Praktisch jeder meiner Kollegen ist sportlich. Spontan fällt mir wirklich keiner ein, der nicht sportlich ist. Sport ist dabei natürlich ein breit gefächertes Wort, aber es ist immer so gemeint, dass jemand selbst Sport treibt. Zuschauen tun sicherlich auch alle gerne, aber selbst Sport machen, ist eben bei praktisch jedem auch ein großer Zeitvertreib. Jetzt ist es nicht so, dass alle Triathleten sind, oder versuchen einer zu sein, so wie ich. Es gibt Kollegen die Läufer sind, Kampfsportler, Radfahrer oder Cross Fit Athleten. Da wir ein internationales Team in verschiedenen Büros auf der ganzen Welt sind, arbeiten wir derzeit auch unter vollkommen unterschiedlichen Bedingungen, mit und ohne Kontaktverbot, mit und ohne Ausgangssperre. Alle Triathleten und Radfahrer verabreden sich deshalb um gemeinsam auf Zwift zu fahren, per Meet-up.
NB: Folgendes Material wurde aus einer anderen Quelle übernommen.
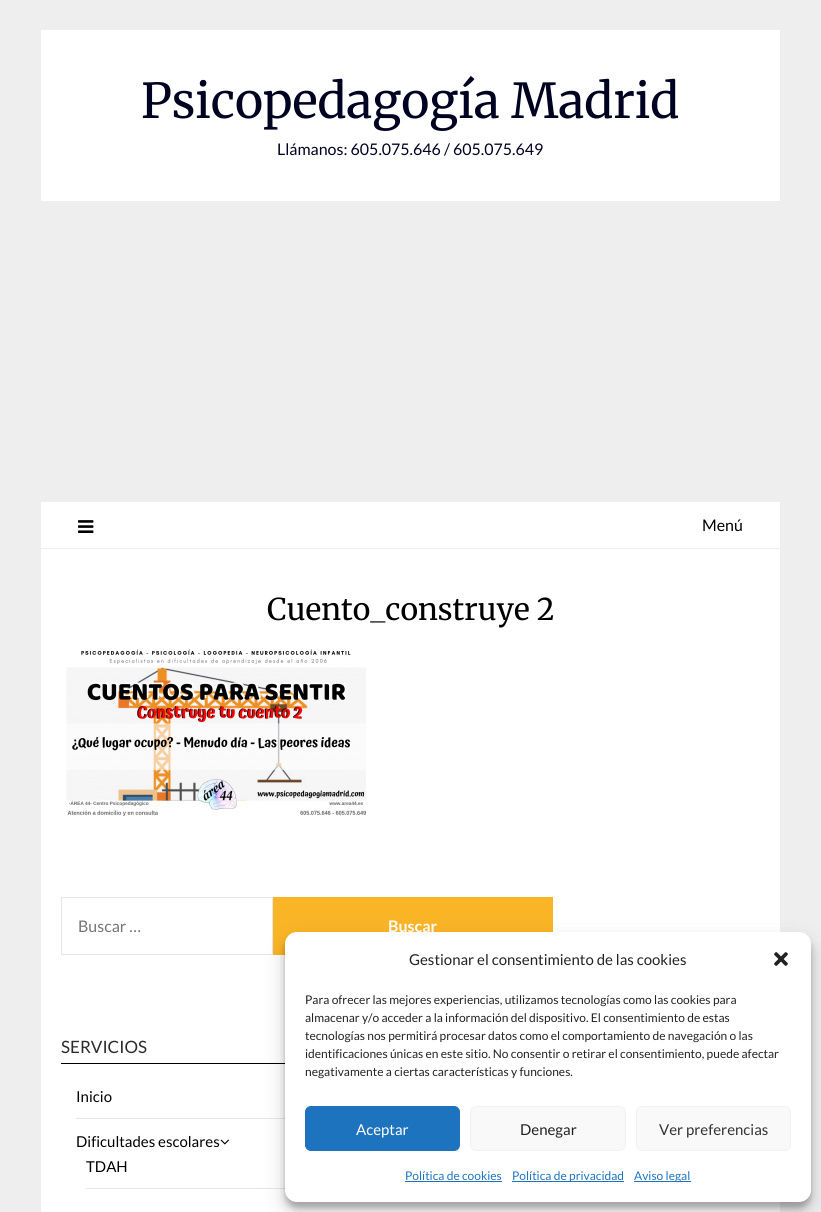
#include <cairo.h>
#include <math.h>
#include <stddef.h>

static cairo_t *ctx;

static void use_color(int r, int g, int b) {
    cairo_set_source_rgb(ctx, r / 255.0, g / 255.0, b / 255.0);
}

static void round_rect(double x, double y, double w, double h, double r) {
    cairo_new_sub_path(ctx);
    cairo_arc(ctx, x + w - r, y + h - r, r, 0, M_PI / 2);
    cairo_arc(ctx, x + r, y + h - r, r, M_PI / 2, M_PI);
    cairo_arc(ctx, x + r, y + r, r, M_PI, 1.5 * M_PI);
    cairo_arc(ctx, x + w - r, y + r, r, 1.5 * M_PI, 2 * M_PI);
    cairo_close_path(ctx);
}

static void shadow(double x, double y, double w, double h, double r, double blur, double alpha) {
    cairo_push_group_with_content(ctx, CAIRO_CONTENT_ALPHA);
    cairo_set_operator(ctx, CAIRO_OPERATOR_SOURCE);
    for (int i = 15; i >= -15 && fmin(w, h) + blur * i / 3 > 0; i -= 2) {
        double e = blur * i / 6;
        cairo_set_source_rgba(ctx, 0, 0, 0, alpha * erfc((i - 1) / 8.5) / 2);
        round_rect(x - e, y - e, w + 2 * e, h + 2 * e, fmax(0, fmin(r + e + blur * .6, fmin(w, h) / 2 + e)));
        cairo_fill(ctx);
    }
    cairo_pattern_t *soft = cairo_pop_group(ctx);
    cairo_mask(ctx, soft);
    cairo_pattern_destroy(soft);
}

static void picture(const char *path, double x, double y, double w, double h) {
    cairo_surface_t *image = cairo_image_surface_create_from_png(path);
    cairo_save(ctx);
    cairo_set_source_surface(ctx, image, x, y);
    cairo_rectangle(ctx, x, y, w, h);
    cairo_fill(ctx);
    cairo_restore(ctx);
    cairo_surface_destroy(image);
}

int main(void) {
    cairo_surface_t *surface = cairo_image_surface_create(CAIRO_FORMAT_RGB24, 821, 1212);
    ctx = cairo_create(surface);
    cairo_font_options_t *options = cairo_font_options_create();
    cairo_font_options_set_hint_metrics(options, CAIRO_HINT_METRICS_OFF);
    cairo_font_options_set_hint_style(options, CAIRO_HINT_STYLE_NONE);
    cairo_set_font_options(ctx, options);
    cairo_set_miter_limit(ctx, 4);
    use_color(238, 238, 238);
    cairo_paint(ctx);
    use_color(255, 255, 255);
    cairo_rectangle(ctx, 41, 30, 739, 171);
    cairo_fill(ctx);
    cairo_select_font_face(ctx, "Merriweather", CAIRO_FONT_SLANT_NORMAL, CAIRO_FONT_WEIGHT_NORMAL);
    cairo_set_font_size(ctx, 48);
    use_color(0, 2, 34);
    cairo_move_to(ctx, 141, 118);
    cairo_show_text(ctx, "Psicopedagogía Madrid");
    cairo_select_font_face(ctx, "Lato", CAIRO_FONT_SLANT_NORMAL, CAIRO_FONT_WEIGHT_NORMAL);
    cairo_set_font_size(ctx, 16);
    cairo_move_to(ctx, 277, 155);
    cairo_show_text(ctx, "Llámanos: 605.075.646 / 605.075.649");
    use_color(255, 255, 255);
    cairo_rectangle(ctx, 41, 502, 739, 46);
    cairo_fill(ctx);
    picture("img1.png", 78, 520, 16, 13);
    use_color(0, 0, 0);
    cairo_move_to(ctx, 702, 531);
    cairo_show_text(ctx, "Menú");
    use_color(255, 255, 255);
    cairo_rectangle(ctx, 41, 549, 739, 663);
    cairo_fill(ctx);
    cairo_select_font_face(ctx, "Merriweather", CAIRO_FONT_SLANT_NORMAL, CAIRO_FONT_WEIGHT_NORMAL);
    cairo_set_font_size(ctx, 30);
    use_color(0, 0, 0);
    cairo_move_to(ctx, 267, 620);
    cairo_show_text(ctx, "Cuento_construye 2");
    picture("img2.png", 66, 649, 300, 167);
    cairo_rectangle(ctx, 61.5, 897.5, 211, 57);
    use_color(229, 230, 233);
    cairo_set_line_width(ctx, 1);
    cairo_stroke(ctx);
    cairo_select_font_face(ctx, "Lato", CAIRO_FONT_SLANT_NORMAL, CAIRO_FONT_WEIGHT_NORMAL);
    cairo_set_font_size(ctx, 16);
    use_color(117, 117, 117);
    cairo_move_to(ctx, 78, 932);
    cairo_show_text(ctx, "Buscar …");
    use_color(250, 181, 38);
    cairo_rectangle(ctx, 273, 897, 280, 58);
    cairo_fill(ctx);
    cairo_select_font_face(ctx, "Lato", CAIRO_FONT_SLANT_NORMAL, CAIRO_FONT_WEIGHT_BOLD);
    use_color(255, 255, 255);
    cairo_move_to(ctx, 388, 932);
    cairo_show_text(ctx, "Buscar");
    use_color(0, 0, 0);
    cairo_rectangle(ctx, 61, 1063, 224, 1);
    cairo_fill(ctx);
    cairo_select_font_face(ctx, "Lato", CAIRO_FONT_SLANT_NORMAL, CAIRO_FONT_WEIGHT_NORMAL);
    cairo_set_font_size(ctx, 17);
    use_color(43, 43, 43);
    cairo_move_to(ctx, 61, 1053);
    cairo_show_text(ctx, "SERVICIOS");
    use_color(230, 230, 230);
    cairo_rectangle(ctx, 76, 1118, 209, 1);
    cairo_fill(ctx);
    cairo_set_font_size(ctx, 15);
    use_color(0, 0, 0);
    cairo_move_to(ctx, 76, 1102);
    cairo_show_text(ctx, "Inicio");
    cairo_move_to(ctx, 76, 1147);
    cairo_show_text(ctx, "Dificultades escolares");
    picture("img3.png", 220, 1139, 9, 6);
    use_color(230, 230, 230);
    cairo_rectangle(ctx, 86, 1188, 199, 1);
    cairo_fill(ctx);
    use_color(0, 0, 0);
    cairo_move_to(ctx, 86, 1172);
    cairo_show_text(ctx, "TDAH");
    use_color(0, 0, 0);
    shadow(285, 938, 526, 270, 12, 3, 0.23);
    shadow(285, 942, 526, 270, 12, 10, 0.19);
    use_color(255, 255, 255);
    round_rect(285, 932, 526, 270, 12);
    cairo_fill(ctx);
    use_color(34, 34, 34);
    cairo_move_to(ctx, 409, 965);
    cairo_show_text(ctx, "Gestionar el consentimiento de las cookies");
    picture("img4.png", 774, 952, 14, 14);
    cairo_set_font_size(ctx, 12);
    cairo_move_to(ctx, 305, 1004);
    cairo_show_text(ctx, "Para ofrecer las mejores experiencias, utilizamos tecnologías como las cookies para");
    cairo_move_to(ctx, 305, 1022);
    cairo_show_text(ctx, "almacenar y/o acceder a la información del dispositivo. El consentimiento de estas");
    cairo_move_to(ctx, 305, 1040);
    cairo_show_text(ctx, "tecnologías nos permitirá procesar datos como el comportamiento de navegación o las");
    cairo_move_to(ctx, 305, 1058);
    cairo_show_text(ctx, "identificaciones únicas en este sitio. No consentir o retirar el consentimiento, puede afectar");
    cairo_move_to(ctx, 305, 1076);
    cairo_show_text(ctx, "negativamente a ciertas características y funciones.");
    use_color(30, 115, 190);
    round_rect(305.5, 1106.5, 154, 44, 5.5);
    cairo_fill_preserve(ctx);
    cairo_stroke(ctx);
    cairo_set_font_size(ctx, 15);
    use_color(255, 255, 255);
    cairo_move_to(ctx, 356, 1135);
    cairo_show_text(ctx, "Aceptar");
    use_color(249, 249, 249);
    round_rect(470.5, 1106.5, 155, 44, 5.5);
    cairo_fill_preserve(ctx);
    use_color(242, 242, 242);
    cairo_stroke(ctx);
    use_color(34, 34, 34);
    cairo_move_to(ctx, 520, 1135);
    cairo_show_text(ctx, "Denegar");
    use_color(249, 249, 249);
    round_rect(636.5, 1106.5, 154, 44, 5.5);
    cairo_fill_preserve(ctx);
    use_color(242, 242, 242);
    cairo_stroke(ctx);
    use_color(51, 51, 51);
    cairo_move_to(ctx, 659, 1135);
    cairo_show_text(ctx, "Ver preferencias");
    cairo_set_font_size(ctx, 12);
    use_color(30, 115, 190);
    cairo_move_to(ctx, 405, 1180);
    cairo_show_text(ctx, "Política de cookies");
    cairo_rectangle(ctx, 405, 1181, 97, 1);
    cairo_fill(ctx);
    cairo_rectangle(ctx, 512, 1181, 112, 1);
    cairo_fill(ctx);
    cairo_move_to(ctx, 512, 1180);
    cairo_show_text(ctx, "Política de privacidad");
    cairo_rectangle(ctx, 634, 1181, 57, 1);
    cairo_fill(ctx);
    cairo_move_to(ctx, 634, 1180);
    cairo_show_text(ctx, "Aviso legal");
    cairo_surface_write_to_png(surface, "result.png");
    cairo_font_options_destroy(options);
    cairo_destroy(ctx);
    cairo_surface_destroy(surface);
    return 0;
}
Ich habe da ja so meine Zweifel, ob das eine gute Idee ist. Die Herren, die sich für das heutige Zwift Meet-up angemeldet haben kenne ich zwar nicht alle persönlich, aber die, die ich kenne, sind Teufelsfahrer. Sie fahren ganz bestimmt einen ordentlich Tritt und ich werde höchstwahrscheinlich schnell abgehängt. Wenn man an einem Zwift Meet-up teilnimmt kann der der Meet-up Organisator allerdings eine sogenannte Gummibandfunktion einstellen. Die sorgt dann dafür, dass die Gruppe, egal was jeder einzelne Tritt, zusammenbleibt. Erfreulicherweise stellt mein Kollege diese Funktion ein und so essen der Zeugwart und ich heute früh zu Abend, damit ich pünktlich auf der Strecke bin.

Sammeln am Straßenrand

Natürlich online, also nur virtuell, die Kontaktsperre wird voll umgesetzt. Zwift ist eine beliebte Plattform, komplett gezeichnet. Im Gegensatz zu FulGaz fahre ich hier nicht durch richtige Landschaften, sondern bin im Comic unterwegs. Überpünktlich finde ich mich ein, finde aber die Zwift Meet-up Funktion nicht. Ich weiß also nicht, ob mich das Zwift Meet-up tatsächlich abholt oder einsaugt, oder wie ich sicher stelle, dass ich teilnehme. 5 Minuten vor dem vereinbarten Start, erscheint dann aber ein Schaltfeld am Bildschirmrand, mit der Aufschrift Meet-up. Aha. Ich drücke drauf und stehe pedalierend auf einem Rollentrainer am Straßenrand.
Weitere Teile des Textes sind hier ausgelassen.